[Stored items]
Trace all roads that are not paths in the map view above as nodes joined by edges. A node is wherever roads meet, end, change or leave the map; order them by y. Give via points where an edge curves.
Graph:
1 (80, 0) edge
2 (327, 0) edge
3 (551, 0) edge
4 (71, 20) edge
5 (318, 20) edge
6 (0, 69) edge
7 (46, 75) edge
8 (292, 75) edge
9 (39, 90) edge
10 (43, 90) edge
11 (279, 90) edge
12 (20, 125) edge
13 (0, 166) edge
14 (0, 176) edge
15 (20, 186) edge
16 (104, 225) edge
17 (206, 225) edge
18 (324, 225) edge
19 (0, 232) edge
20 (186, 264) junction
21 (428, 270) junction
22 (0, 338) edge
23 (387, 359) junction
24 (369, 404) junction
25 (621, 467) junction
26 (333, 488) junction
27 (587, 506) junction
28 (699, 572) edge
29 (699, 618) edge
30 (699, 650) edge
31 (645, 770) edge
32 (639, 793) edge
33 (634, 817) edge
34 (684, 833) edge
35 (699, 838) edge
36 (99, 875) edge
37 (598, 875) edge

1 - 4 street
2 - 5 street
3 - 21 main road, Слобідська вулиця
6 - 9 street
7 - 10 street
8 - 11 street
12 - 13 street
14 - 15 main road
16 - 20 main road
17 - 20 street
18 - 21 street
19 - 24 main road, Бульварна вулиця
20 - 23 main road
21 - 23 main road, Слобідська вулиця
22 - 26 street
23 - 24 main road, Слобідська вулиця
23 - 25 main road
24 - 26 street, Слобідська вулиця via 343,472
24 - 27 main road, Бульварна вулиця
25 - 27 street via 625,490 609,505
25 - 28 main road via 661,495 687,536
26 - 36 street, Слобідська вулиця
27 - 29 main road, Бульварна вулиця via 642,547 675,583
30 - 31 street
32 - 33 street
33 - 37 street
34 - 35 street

> **Goal of the exercise**
Give back all of the data exactly, with every line intact.

> **Solution**
Trace all roads that are not paths in the map view above as nodes joined by edges. A node is wherever roads meet, end, change or leave the map; order them by y. Give via points where an edge curves.
Graph:
1 (80, 0) edge
2 (327, 0) edge
3 (551, 0) edge
4 (71, 20) edge
5 (318, 20) edge
6 (0, 69) edge
7 (46, 75) edge
8 (292, 75) edge
9 (39, 90) edge
10 (43, 90) edge
11 (279, 90) edge
12 (20, 125) edge
13 (0, 166) edge
14 (0, 176) edge
15 (20, 186) edge
16 (104, 225) edge
17 (206, 225) edge
18 (324, 225) edge
19 (0, 232) edge
20 (186, 264) junction
21 (428, 270) junction
22 (0, 338) edge
23 (387, 359) junction
24 (369, 404) junction
25 (621, 467) junction
26 (333, 488) junction
27 (587, 506) junction
28 (699, 572) edge
29 (699, 618) edge
30 (699, 650) edge
31 (645, 770) edge
32 (639, 793) edge
33 (634, 817) edge
34 (684, 833) edge
35 (699, 838) edge
36 (99, 875) edge
37 (598, 875) edge

1 - 4 street
2 - 5 street
3 - 21 main road, Слобідська вулиця
6 - 9 street
7 - 10 street
8 - 11 street
12 - 13 street
14 - 15 main road
16 - 20 main road
17 - 20 street
18 - 21 street
19 - 24 main road, Бульварна вулиця
20 - 23 main road
21 - 23 main road, Слобідська вулиця
22 - 26 street
23 - 24 main road, Слобідська вулиця
23 - 25 main road
24 - 26 street, Слобідська вулиця via 343,472
24 - 27 main road, Бульварна вулиця
25 - 27 street via 625,490 609,505
25 - 28 main road via 661,495 687,536
26 - 36 street, Слобідська вулиця
27 - 29 main road, Бульварна вулиця via 642,547 675,583
30 - 31 street
32 - 33 street
33 - 37 street
34 - 35 street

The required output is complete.